(Saved data entries)
*** Begin section ***
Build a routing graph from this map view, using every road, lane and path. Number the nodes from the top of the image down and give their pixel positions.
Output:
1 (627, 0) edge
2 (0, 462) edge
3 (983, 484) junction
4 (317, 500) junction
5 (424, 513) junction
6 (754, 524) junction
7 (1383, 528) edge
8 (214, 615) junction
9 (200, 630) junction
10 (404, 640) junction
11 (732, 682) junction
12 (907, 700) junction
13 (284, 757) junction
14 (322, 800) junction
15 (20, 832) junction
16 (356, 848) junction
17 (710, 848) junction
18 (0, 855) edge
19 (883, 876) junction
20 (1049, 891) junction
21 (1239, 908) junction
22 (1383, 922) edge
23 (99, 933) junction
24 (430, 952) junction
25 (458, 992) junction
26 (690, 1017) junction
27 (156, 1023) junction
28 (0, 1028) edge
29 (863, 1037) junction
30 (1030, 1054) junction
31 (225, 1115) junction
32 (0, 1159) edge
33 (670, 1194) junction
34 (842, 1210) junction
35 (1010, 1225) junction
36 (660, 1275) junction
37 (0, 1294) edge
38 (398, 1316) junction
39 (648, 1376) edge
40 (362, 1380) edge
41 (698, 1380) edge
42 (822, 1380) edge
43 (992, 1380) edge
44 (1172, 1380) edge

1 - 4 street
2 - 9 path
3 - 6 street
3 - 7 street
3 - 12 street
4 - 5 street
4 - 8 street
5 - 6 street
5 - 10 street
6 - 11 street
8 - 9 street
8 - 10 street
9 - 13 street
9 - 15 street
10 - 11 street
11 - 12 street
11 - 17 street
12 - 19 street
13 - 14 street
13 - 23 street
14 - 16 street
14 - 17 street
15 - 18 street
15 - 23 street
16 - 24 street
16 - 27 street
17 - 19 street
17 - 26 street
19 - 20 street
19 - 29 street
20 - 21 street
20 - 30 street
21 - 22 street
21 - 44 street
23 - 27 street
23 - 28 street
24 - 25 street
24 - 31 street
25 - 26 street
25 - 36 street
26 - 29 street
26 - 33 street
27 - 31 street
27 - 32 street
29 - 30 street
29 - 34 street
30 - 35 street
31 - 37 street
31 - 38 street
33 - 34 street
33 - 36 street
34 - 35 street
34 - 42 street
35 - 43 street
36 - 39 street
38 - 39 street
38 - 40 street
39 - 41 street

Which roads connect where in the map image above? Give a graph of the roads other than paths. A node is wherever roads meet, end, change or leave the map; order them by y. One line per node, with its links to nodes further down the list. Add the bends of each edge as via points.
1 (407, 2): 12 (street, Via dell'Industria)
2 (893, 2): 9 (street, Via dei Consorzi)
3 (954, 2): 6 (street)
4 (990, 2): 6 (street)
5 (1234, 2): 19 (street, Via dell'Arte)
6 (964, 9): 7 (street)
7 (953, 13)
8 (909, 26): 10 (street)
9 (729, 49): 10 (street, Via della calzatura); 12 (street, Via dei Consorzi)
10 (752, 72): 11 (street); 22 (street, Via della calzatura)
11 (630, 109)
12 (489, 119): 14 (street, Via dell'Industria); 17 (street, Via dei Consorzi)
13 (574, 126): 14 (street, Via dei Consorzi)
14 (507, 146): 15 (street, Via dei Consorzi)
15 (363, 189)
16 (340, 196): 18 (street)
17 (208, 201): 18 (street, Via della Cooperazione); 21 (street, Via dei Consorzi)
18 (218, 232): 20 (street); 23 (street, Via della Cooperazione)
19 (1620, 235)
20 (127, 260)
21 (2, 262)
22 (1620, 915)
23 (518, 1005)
*** End section ***
▸ How to complete this task: From the data above, extract every line in its exact form.

▸ Response:
Build a routing graph from this map view, using every road, lane and path. Number the nodes from the top of the image down and give their pixel positions.
Output:
1 (627, 0) edge
2 (0, 462) edge
3 (983, 484) junction
4 (317, 500) junction
5 (424, 513) junction
6 (754, 524) junction
7 (1383, 528) edge
8 (214, 615) junction
9 (200, 630) junction
10 (404, 640) junction
11 (732, 682) junction
12 (907, 700) junction
13 (284, 757) junction
14 (322, 800) junction
15 (20, 832) junction
16 (356, 848) junction
17 (710, 848) junction
18 (0, 855) edge
19 (883, 876) junction
20 (1049, 891) junction
21 (1239, 908) junction
22 (1383, 922) edge
23 (99, 933) junction
24 (430, 952) junction
25 (458, 992) junction
26 (690, 1017) junction
27 (156, 1023) junction
28 (0, 1028) edge
29 (863, 1037) junction
30 (1030, 1054) junction
31 (225, 1115) junction
32 (0, 1159) edge
33 (670, 1194) junction
34 (842, 1210) junction
35 (1010, 1225) junction
36 (660, 1275) junction
37 (0, 1294) edge
38 (398, 1316) junction
39 (648, 1376) edge
40 (362, 1380) edge
41 (698, 1380) edge
42 (822, 1380) edge
43 (992, 1380) edge
44 (1172, 1380) edge

1 - 4 street
2 - 9 path
3 - 6 street
3 - 7 street
3 - 12 street
4 - 5 street
4 - 8 street
5 - 6 street
5 - 10 street
6 - 11 street
8 - 9 street
8 - 10 street
9 - 13 street
9 - 15 street
10 - 11 street
11 - 12 street
11 - 17 street
12 - 19 street
13 - 14 street
13 - 23 street
14 - 16 street
14 - 17 street
15 - 18 street
15 - 23 street
16 - 24 street
16 - 27 street
17 - 19 street
17 - 26 street
19 - 20 street
19 - 29 street
20 - 21 street
20 - 30 street
21 - 22 street
21 - 44 street
23 - 27 street
23 - 28 street
24 - 25 street
24 - 31 street
25 - 26 street
25 - 36 street
26 - 29 street
26 - 33 street
27 - 31 street
27 - 32 street
29 - 30 street
29 - 34 street
30 - 35 street
31 - 37 street
31 - 38 street
33 - 34 street
33 - 36 street
34 - 35 street
34 - 42 street
35 - 43 street
36 - 39 street
38 - 39 street
38 - 40 street
39 - 41 street

Which roads connect where in the map image above? Give a graph of the roads other than paths. A node is wherever roads meet, end, change or leave the map; order them by y. One line per node, with its links to nodes further down the list. Add the bends of each edge as via points.
1 (407, 2): 12 (street, Via dell'Industria)
2 (893, 2): 9 (street, Via dei Consorzi)
3 (954, 2): 6 (street)
4 (990, 2): 6 (street)
5 (1234, 2): 19 (street, Via dell'Arte)
6 (964, 9): 7 (street)
7 (953, 13)
8 (909, 26): 10 (street)
9 (729, 49): 10 (street, Via della calzatura); 12 (street, Via dei Consorzi)
10 (752, 72): 11 (street); 22 (street, Via della calzatura)
11 (630, 109)
12 (489, 119): 14 (street, Via dell'Industria); 17 (street, Via dei Consorzi)
13 (574, 126): 14 (street, Via dei Consorzi)
14 (507, 146): 15 (street, Via dei Consorzi)
15 (363, 189)
16 (340, 196): 18 (street)
17 (208, 201): 18 (street, Via della Cooperazione); 21 (street, Via dei Consorzi)
18 (218, 232): 20 (street); 23 (street, Via della Cooperazione)
19 (1620, 235)
20 (127, 260)
21 (2, 262)
22 (1620, 915)
23 (518, 1005)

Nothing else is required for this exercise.